WORK TASK: To complete this task, print all the data below exactly but leave out the images.

LISTED ENTRIES:
--------------------------------------------------

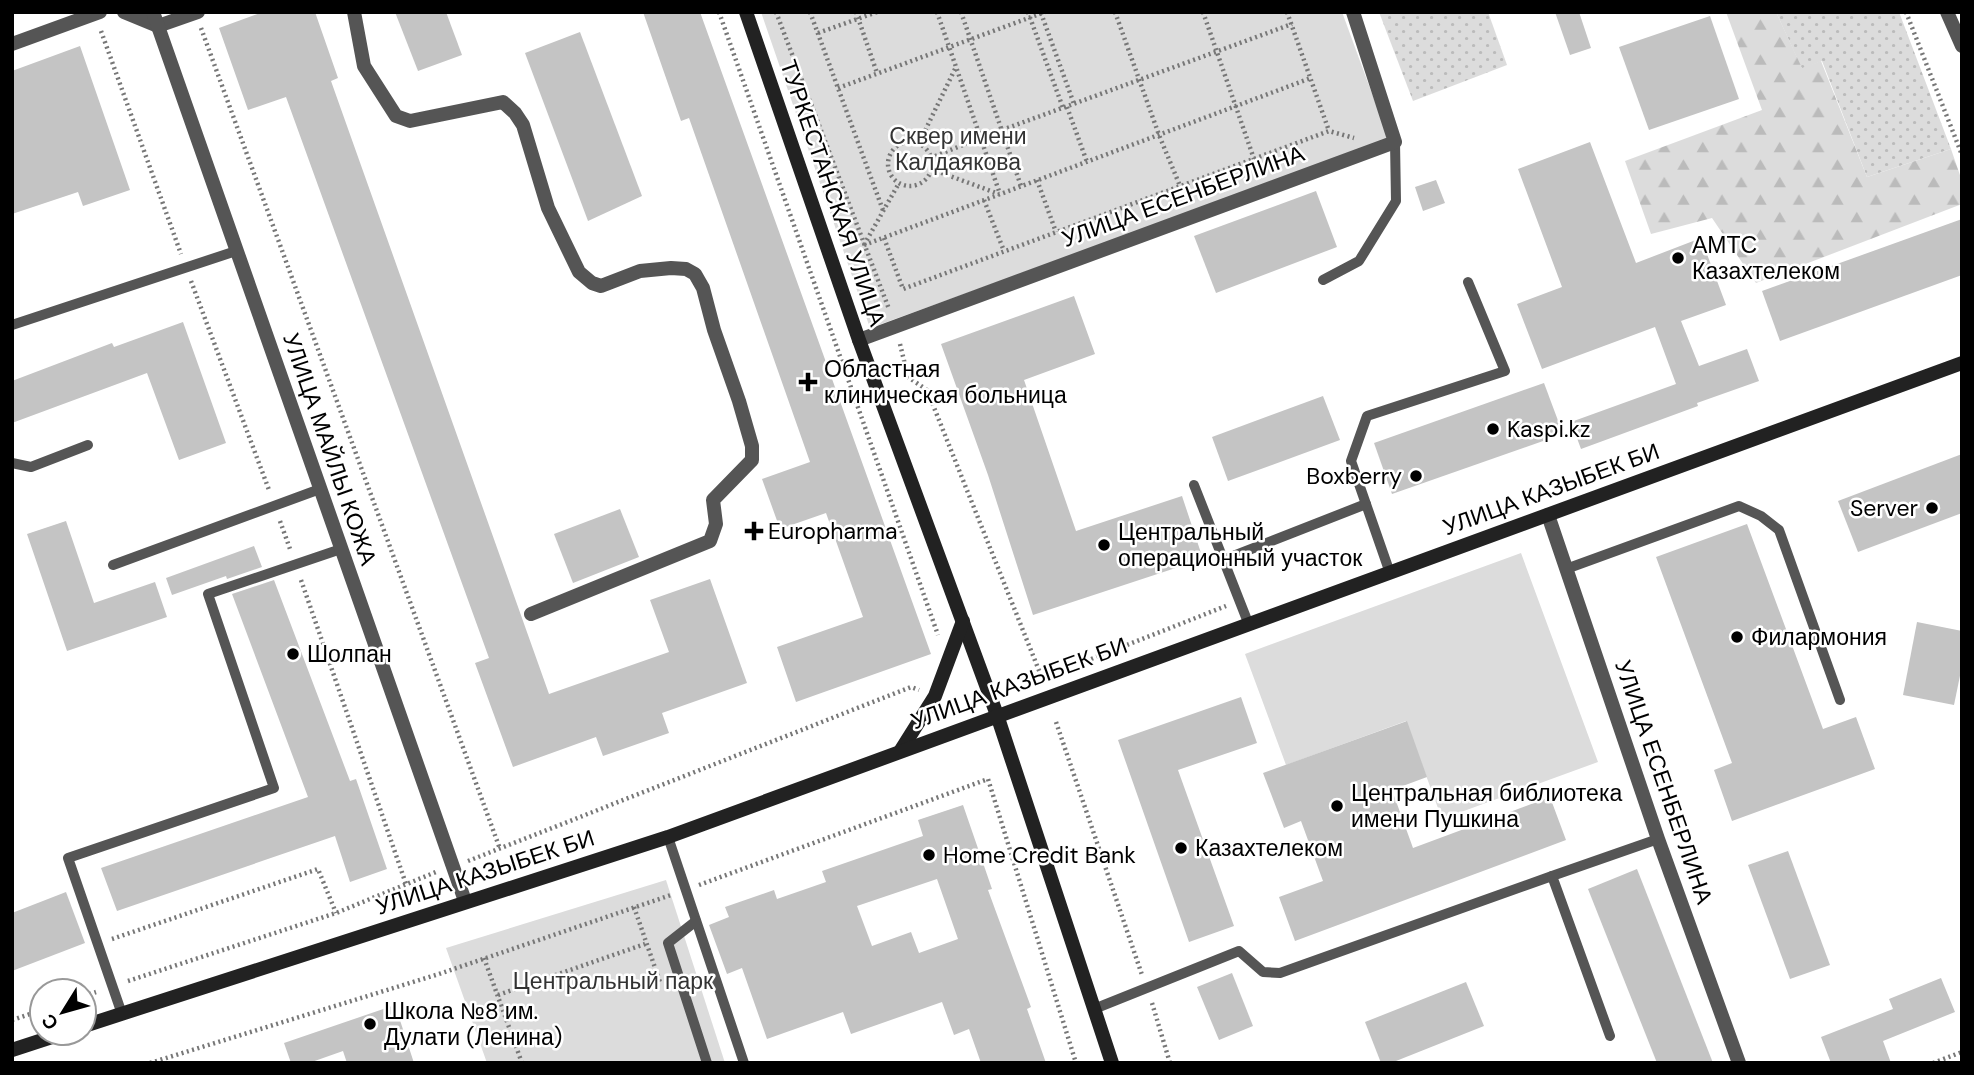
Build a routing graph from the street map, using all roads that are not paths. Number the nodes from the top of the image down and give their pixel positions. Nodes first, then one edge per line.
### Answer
1 (124, 12) edge
2 (354, 12) edge
3 (746, 12) edge
4 (1353, 12) edge
5 (1948, 12) edge
6 (97, 13) edge
7 (197, 13) edge
8 (155, 19) edge
9 (12, 44) edge
10 (1962, 46) edge
11 (1395, 142) junction
12 (236, 251) junction
13 (1323, 280) dead end
14 (1468, 282) dead end
15 (12, 325) edge
16 (859, 340) junction
17 (1962, 363) edge
18 (88, 444) dead end
19 (12, 463) edge
20 (1194, 485) dead end
21 (320, 489) junction
22 (1366, 505) junction
23 (1548, 514) junction
24 (341, 549) junction
25 (1223, 560) junction
26 (113, 565) dead end
27 (1566, 569) junction
28 (1390, 573) junction
29 (531, 614) dead end
30 (963, 621) junction
31 (1249, 625) junction
32 (1840, 700) dead end
33 (997, 715) junction
34 (901, 750) junction
35 (668, 837) junction
36 (1658, 839) junction
37 (1552, 876) junction
38 (465, 901) junction
39 (696, 921) junction
40 (1094, 1009) junction
41 (122, 1014) junction
42 (98, 1022) edge
43 (1610, 1037) dead end
44 (707, 1063) edge
45 (744, 1063) edge
46 (1112, 1063) edge
47 (1739, 1063) edge

1 - 8 street
2 - 29 street
3 - 16 main road, ТУРКЕСТАНСКАЯ УЛИЦА
4 - 11 street
5 - 10 street
6 - 9 street
7 - 8 street
8 - 12 street, УЛИЦА МАЙЛЫ КОЖА
11 - 13 lane
11 - 16 street, УЛИЦА ЕСЕНБЕРЛИНА
12 - 15 lane
12 - 21 street, УЛИЦА МАЙЛЫ КОЖА
14 - 22 lane
16 - 30 main road, ТУРКЕСТАНСКАЯ УЛИЦА
17 - 23 main road, УЛИЦА КАЗЫБЕК БИ
18 - 19 lane
20 - 25 lane
21 - 24 street, УЛИЦА МАЙЛЫ КОЖА
21 - 26 lane
22 - 25 lane
22 - 28 lane
23 - 27 street, УЛИЦА ЕСЕНБЕРЛИНА
23 - 28 main road, УЛИЦА КАЗЫБЕК БИ
24 - 38 street, УЛИЦА МАЙЛЫ КОЖА
24 - 41 lane
25 - 31 lane
27 - 32 lane
27 - 36 street, УЛИЦА ЕСЕНБЕРЛИНА
28 - 31 main road, УЛИЦА КАЗЫБЕК БИ
30 - 33 main road, ТУРКЕСТАНСКАЯ УЛИЦА
30 - 34 main road
31 - 33 main road, УЛИЦА КАЗЫБЕК БИ
33 - 34 main road, УЛИЦА КАЗЫБЕК БИ
33 - 40 main road, ТУРКЕСТАНСКАЯ УЛИЦА
34 - 35 main road, УЛИЦА КАЗЫБЕК БИ
35 - 38 main road, УЛИЦА КАЗЫБЕК БИ
35 - 39 lane
36 - 37 lane
36 - 47 street, УЛИЦА ЕСЕНБЕРЛИНА
37 - 40 lane
37 - 43 lane
38 - 41 main road, УЛИЦА КАЗЫБЕК БИ
39 - 44 lane
39 - 45 lane
40 - 46 main road, ТУРКЕСТАНСКАЯ УЛИЦА
41 - 42 main road, УЛИЦА КАЗЫБЕК БИ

--------------------------------------------------

TASK OUTPUT:
Build a routing graph from the street map, using all roads that are not paths. Number the nodes from the top of the image down and give their pixel positions. Nodes first, then one edge per line.
### Answer
1 (124, 12) edge
2 (354, 12) edge
3 (746, 12) edge
4 (1353, 12) edge
5 (1948, 12) edge
6 (97, 13) edge
7 (197, 13) edge
8 (155, 19) edge
9 (12, 44) edge
10 (1962, 46) edge
11 (1395, 142) junction
12 (236, 251) junction
13 (1323, 280) dead end
14 (1468, 282) dead end
15 (12, 325) edge
16 (859, 340) junction
17 (1962, 363) edge
18 (88, 444) dead end
19 (12, 463) edge
20 (1194, 485) dead end
21 (320, 489) junction
22 (1366, 505) junction
23 (1548, 514) junction
24 (341, 549) junction
25 (1223, 560) junction
26 (113, 565) dead end
27 (1566, 569) junction
28 (1390, 573) junction
29 (531, 614) dead end
30 (963, 621) junction
31 (1249, 625) junction
32 (1840, 700) dead end
33 (997, 715) junction
34 (901, 750) junction
35 (668, 837) junction
36 (1658, 839) junction
37 (1552, 876) junction
38 (465, 901) junction
39 (696, 921) junction
40 (1094, 1009) junction
41 (122, 1014) junction
42 (98, 1022) edge
43 (1610, 1037) dead end
44 (707, 1063) edge
45 (744, 1063) edge
46 (1112, 1063) edge
47 (1739, 1063) edge

1 - 8 street
2 - 29 street
3 - 16 main road, ТУРКЕСТАНСКАЯ УЛИЦА
4 - 11 street
5 - 10 street
6 - 9 street
7 - 8 street
8 - 12 street, УЛИЦА МАЙЛЫ КОЖА
11 - 13 lane
11 - 16 street, УЛИЦА ЕСЕНБЕРЛИНА
12 - 15 lane
12 - 21 street, УЛИЦА МАЙЛЫ КОЖА
14 - 22 lane
16 - 30 main road, ТУРКЕСТАНСКАЯ УЛИЦА
17 - 23 main road, УЛИЦА КАЗЫБЕК БИ
18 - 19 lane
20 - 25 lane
21 - 24 street, УЛИЦА МАЙЛЫ КОЖА
21 - 26 lane
22 - 25 lane
22 - 28 lane
23 - 27 street, УЛИЦА ЕСЕНБЕРЛИНА
23 - 28 main road, УЛИЦА КАЗЫБЕК БИ
24 - 38 street, УЛИЦА МАЙЛЫ КОЖА
24 - 41 lane
25 - 31 lane
27 - 32 lane
27 - 36 street, УЛИЦА ЕСЕНБЕРЛИНА
28 - 31 main road, УЛИЦА КАЗЫБЕК БИ
30 - 33 main road, ТУРКЕСТАНСКАЯ УЛИЦА
30 - 34 main road
31 - 33 main road, УЛИЦА КАЗЫБЕК БИ
33 - 34 main road, УЛИЦА КАЗЫБЕК БИ
33 - 40 main road, ТУРКЕСТАНСКАЯ УЛИЦА
34 - 35 main road, УЛИЦА КАЗЫБЕК БИ
35 - 38 main road, УЛИЦА КАЗЫБЕК БИ
35 - 39 lane
36 - 37 lane
36 - 47 street, УЛИЦА ЕСЕНБЕРЛИНА
37 - 40 lane
37 - 43 lane
38 - 41 main road, УЛИЦА КАЗЫБЕК БИ
39 - 44 lane
39 - 45 lane
40 - 46 main road, ТУРКЕСТАНСКАЯ УЛИЦА
41 - 42 main road, УЛИЦА КАЗЫБЕК БИ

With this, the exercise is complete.